*Task item*.
The answer should be every line below, repeated exactly, with the images left out.

*Information shown*.
++++++++++

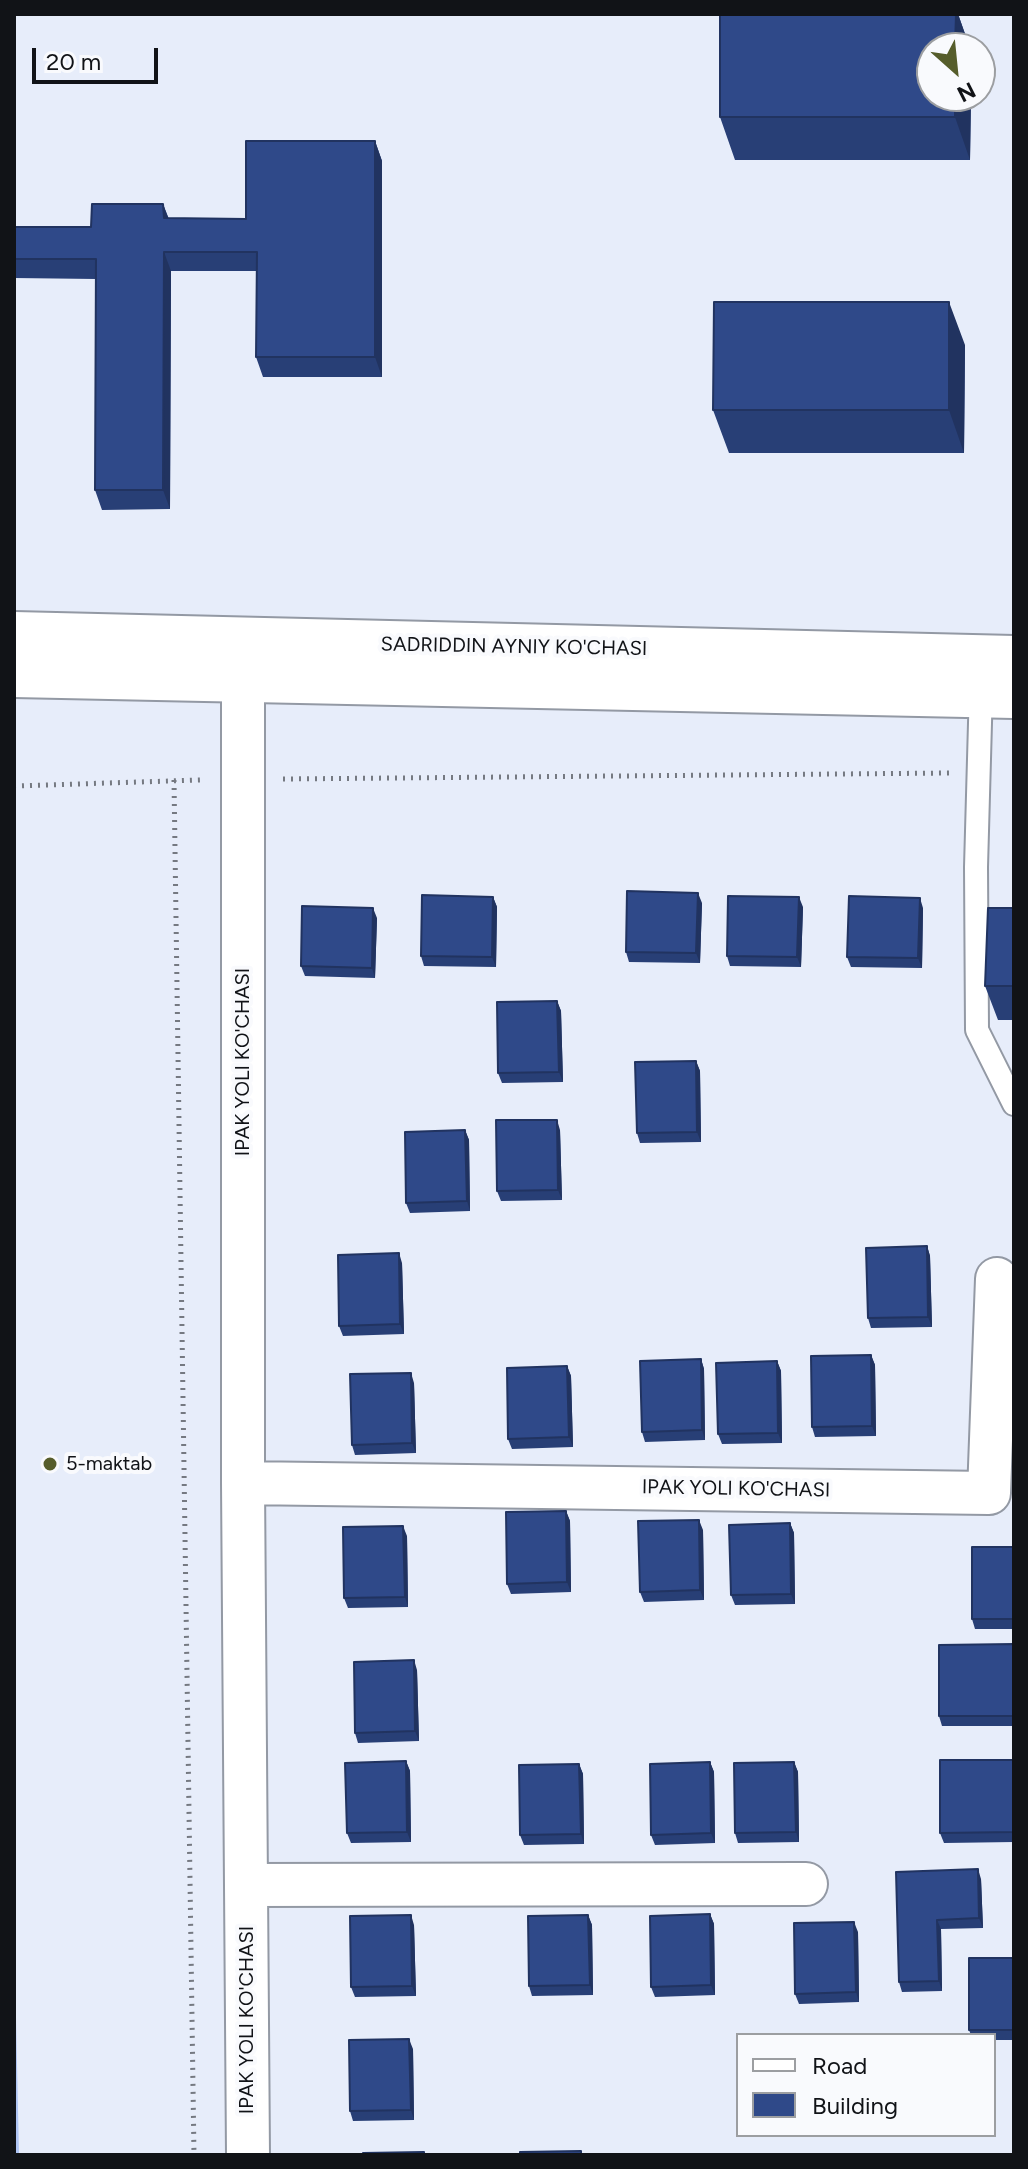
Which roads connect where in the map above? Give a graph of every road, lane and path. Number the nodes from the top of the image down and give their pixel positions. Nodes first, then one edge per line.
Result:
1 (14, 634) edge
2 (243, 661) junction
3 (14, 675) edge
4 (998, 677) edge
5 (979, 773) junction
6 (242, 779) junction
7 (174, 780) junction
8 (14, 786) edge
9 (1014, 1104) edge
10 (997, 1279) dead end
11 (243, 1483) junction
12 (806, 1884) dead end
13 (247, 1885) junction
14 (194, 2155) edge
15 (248, 2155) edge

1 - 2 main road, SADRIDDIN AYNIY KO'CHASI
2 - 3 main road, SADRIDDIN AYNIY KO'CHASI
2 - 4 main road, SADRIDDIN AYNIY KO'CHASI
2 - 6 street, IPAK YOLI KO'CHASI
4 - 5 lane
5 - 6 path
5 - 9 lane
6 - 7 path
6 - 11 street, IPAK YOLI KO'CHASI
7 - 8 path
7 - 14 path
10 - 11 street, IPAK YOLI KO'CHASI
11 - 13 street, IPAK YOLI KO'CHASI
12 - 13 street
13 - 15 street, IPAK YOLI KO'CHASI

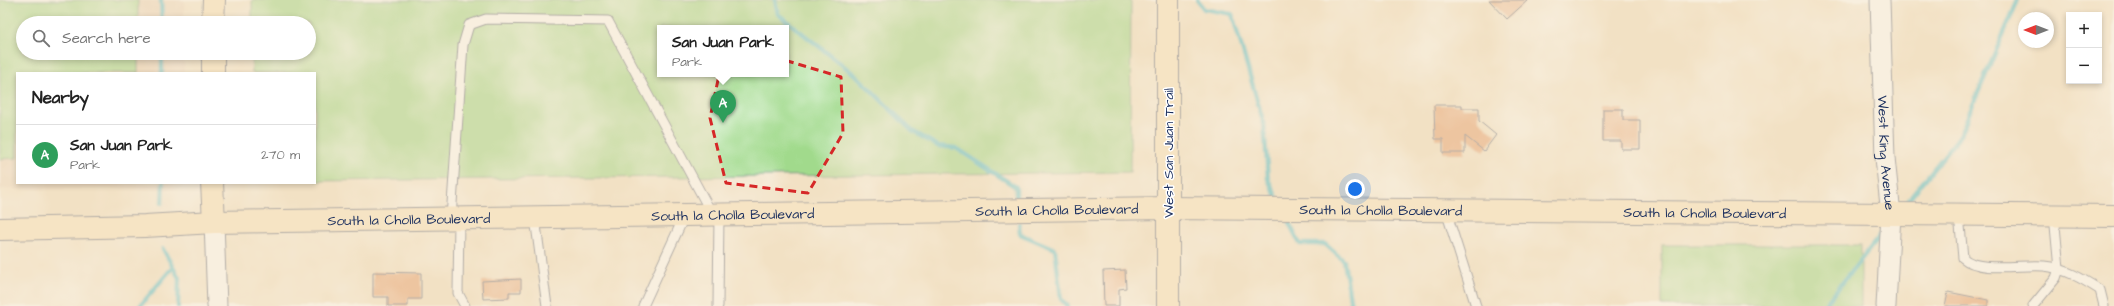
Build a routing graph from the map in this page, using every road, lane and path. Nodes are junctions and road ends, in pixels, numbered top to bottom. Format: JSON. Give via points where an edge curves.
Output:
{"nodes":[{"id":1,"x":214,"y":0,"type":"edge"},
{"id":2,"x":1168,"y":0,"type":"edge"},
{"id":3,"x":1880,"y":0,"type":"edge"},
{"id":4,"x":213,"y":16,"type":"edge"},
{"id":5,"x":213,"y":60,"type":"edge"},
{"id":6,"x":213,"y":72,"type":"edge"},
{"id":7,"x":212,"y":184,"type":"edge"},
{"id":8,"x":1168,"y":208,"type":"junction"},
{"id":9,"x":1446,"y":211,"type":"junction"},
{"id":10,"x":715,"y":214,"type":"junction"},
{"id":11,"x":685,"y":215,"type":"junction"},
{"id":12,"x":1891,"y":215,"type":"junction"},
{"id":13,"x":1959,"y":215,"type":"junction"},
{"id":14,"x":2054,"y":215,"type":"junction"},
{"id":15,"x":2114,"y":216,"type":"edge"},
{"id":16,"x":455,"y":218,"type":"junction"},
{"id":17,"x":535,"y":218,"type":"junction"},
{"id":18,"x":214,"y":222,"type":"junction"},
{"id":19,"x":0,"y":229,"type":"edge"},
{"id":20,"x":2059,"y":269,"type":"junction"},
{"id":21,"x":217,"y":306,"type":"edge"},
{"id":22,"x":465,"y":306,"type":"edge"},
{"id":23,"x":547,"y":306,"type":"edge"},
{"id":24,"x":643,"y":306,"type":"edge"},
{"id":25,"x":718,"y":306,"type":"edge"},
{"id":26,"x":1168,"y":306,"type":"edge"},
{"id":27,"x":1476,"y":306,"type":"edge"},
{"id":28,"x":1886,"y":306,"type":"edge"},
{"id":29,"x":2033,"y":306,"type":"edge"},
{"id":30,"x":2104,"y":306,"type":"edge"}],
"edges":[{"from":1,"to":4,"type":"main road"},
{"from":2,"to":8,"type":"main road","name":"West San Juan Trail"},
{"from":3,"to":12,"type":"street","name":"West King Avenue","via":[[1885,158]]},
{"from":5,"to":6,"type":"main road"},
{"from":7,"to":18,"type":"main road"},
{"from":8,"to":9,"type":"main road","name":"South la Cholla Boulevard"},
{"from":8,"to":10,"type":"main road","name":"South la Cholla Boulevard"},
{"from":8,"to":26,"type":"main road","name":"West San Juan Trail"},
{"from":9,"to":12,"type":"main road","name":"South la Cholla Boulevard"},
{"from":9,"to":27,"type":"lane"},
{"from":10,"to":11,"type":"main road","name":"South la Cholla Boulevard"},
{"from":10,"to":16,"type":"lane","via":[[608,22],[486,19],[469,26],[463,45]]},
{"from":10,"to":25,"type":"lane"},
{"from":11,"to":17,"type":"main road","name":"South la Cholla Boulevard"},
{"from":11,"to":24,"type":"lane"},
{"from":12,"to":13,"type":"main road","name":"South la Cholla Boulevard"},
{"from":12,"to":28,"type":"street","name":"West King Avenue"},
{"from":13,"to":14,"type":"main road","name":"South la Cholla Boulevard"},
{"from":13,"to":20,"type":"lane","via":[[1963,258],[1969,263],[1980,266],[2044,266]]},
{"from":14,"to":15,"type":"main road","name":"South la Cholla Boulevard"},
{"from":14,"to":20,"type":"lane"},
{"from":16,"to":17,"type":"main road","name":"South la Cholla Boulevard"},
{"from":16,"to":18,"type":"main road","name":"South la Cholla Boulevard"},
{"from":16,"to":22,"type":"lane","via":[[458,293]]},
{"from":17,"to":23,"type":"lane"},
{"from":18,"to":19,"type":"main road","name":"South la Cholla Boulevard"},
{"from":18,"to":21,"type":"street"},
{"from":20,"to":29,"type":"lane","via":[[2056,278]]},
{"from":20,"to":30,"type":"lane","via":[[2100,290]]}]}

++++++++++

*Answer to this exercise*.
Which roads connect where in the map above? Give a graph of every road, lane and path. Number the nodes from the top of the image down and give their pixel positions. Nodes first, then one edge per line.
Result:
1 (14, 634) edge
2 (243, 661) junction
3 (14, 675) edge
4 (998, 677) edge
5 (979, 773) junction
6 (242, 779) junction
7 (174, 780) junction
8 (14, 786) edge
9 (1014, 1104) edge
10 (997, 1279) dead end
11 (243, 1483) junction
12 (806, 1884) dead end
13 (247, 1885) junction
14 (194, 2155) edge
15 (248, 2155) edge

1 - 2 main road, SADRIDDIN AYNIY KO'CHASI
2 - 3 main road, SADRIDDIN AYNIY KO'CHASI
2 - 4 main road, SADRIDDIN AYNIY KO'CHASI
2 - 6 street, IPAK YOLI KO'CHASI
4 - 5 lane
5 - 6 path
5 - 9 lane
6 - 7 path
6 - 11 street, IPAK YOLI KO'CHASI
7 - 8 path
7 - 14 path
10 - 11 street, IPAK YOLI KO'CHASI
11 - 13 street, IPAK YOLI KO'CHASI
12 - 13 street
13 - 15 street, IPAK YOLI KO'CHASI

Build a routing graph from the map in this page, using every road, lane and path. Nodes are junctions and road ends, in pixels, numbered top to bottom. Format: JSON. Give via points where an edge curves.
Output:
{"nodes":[{"id":1,"x":214,"y":0,"type":"edge"},
{"id":2,"x":1168,"y":0,"type":"edge"},
{"id":3,"x":1880,"y":0,"type":"edge"},
{"id":4,"x":213,"y":16,"type":"edge"},
{"id":5,"x":213,"y":60,"type":"edge"},
{"id":6,"x":213,"y":72,"type":"edge"},
{"id":7,"x":212,"y":184,"type":"edge"},
{"id":8,"x":1168,"y":208,"type":"junction"},
{"id":9,"x":1446,"y":211,"type":"junction"},
{"id":10,"x":715,"y":214,"type":"junction"},
{"id":11,"x":685,"y":215,"type":"junction"},
{"id":12,"x":1891,"y":215,"type":"junction"},
{"id":13,"x":1959,"y":215,"type":"junction"},
{"id":14,"x":2054,"y":215,"type":"junction"},
{"id":15,"x":2114,"y":216,"type":"edge"},
{"id":16,"x":455,"y":218,"type":"junction"},
{"id":17,"x":535,"y":218,"type":"junction"},
{"id":18,"x":214,"y":222,"type":"junction"},
{"id":19,"x":0,"y":229,"type":"edge"},
{"id":20,"x":2059,"y":269,"type":"junction"},
{"id":21,"x":217,"y":306,"type":"edge"},
{"id":22,"x":465,"y":306,"type":"edge"},
{"id":23,"x":547,"y":306,"type":"edge"},
{"id":24,"x":643,"y":306,"type":"edge"},
{"id":25,"x":718,"y":306,"type":"edge"},
{"id":26,"x":1168,"y":306,"type":"edge"},
{"id":27,"x":1476,"y":306,"type":"edge"},
{"id":28,"x":1886,"y":306,"type":"edge"},
{"id":29,"x":2033,"y":306,"type":"edge"},
{"id":30,"x":2104,"y":306,"type":"edge"}],
"edges":[{"from":1,"to":4,"type":"main road"},
{"from":2,"to":8,"type":"main road","name":"West San Juan Trail"},
{"from":3,"to":12,"type":"street","name":"West King Avenue","via":[[1885,158]]},
{"from":5,"to":6,"type":"main road"},
{"from":7,"to":18,"type":"main road"},
{"from":8,"to":9,"type":"main road","name":"South la Cholla Boulevard"},
{"from":8,"to":10,"type":"main road","name":"South la Cholla Boulevard"},
{"from":8,"to":26,"type":"main road","name":"West San Juan Trail"},
{"from":9,"to":12,"type":"main road","name":"South la Cholla Boulevard"},
{"from":9,"to":27,"type":"lane"},
{"from":10,"to":11,"type":"main road","name":"South la Cholla Boulevard"},
{"from":10,"to":16,"type":"lane","via":[[608,22],[486,19],[469,26],[463,45]]},
{"from":10,"to":25,"type":"lane"},
{"from":11,"to":17,"type":"main road","name":"South la Cholla Boulevard"},
{"from":11,"to":24,"type":"lane"},
{"from":12,"to":13,"type":"main road","name":"South la Cholla Boulevard"},
{"from":12,"to":28,"type":"street","name":"West King Avenue"},
{"from":13,"to":14,"type":"main road","name":"South la Cholla Boulevard"},
{"from":13,"to":20,"type":"lane","via":[[1963,258],[1969,263],[1980,266],[2044,266]]},
{"from":14,"to":15,"type":"main road","name":"South la Cholla Boulevard"},
{"from":14,"to":20,"type":"lane"},
{"from":16,"to":17,"type":"main road","name":"South la Cholla Boulevard"},
{"from":16,"to":18,"type":"main road","name":"South la Cholla Boulevard"},
{"from":16,"to":22,"type":"lane","via":[[458,293]]},
{"from":17,"to":23,"type":"lane"},
{"from":18,"to":19,"type":"main road","name":"South la Cholla Boulevard"},
{"from":18,"to":21,"type":"street"},
{"from":20,"to":29,"type":"lane","via":[[2056,278]]},
{"from":20,"to":30,"type":"lane","via":[[2100,290]]}]}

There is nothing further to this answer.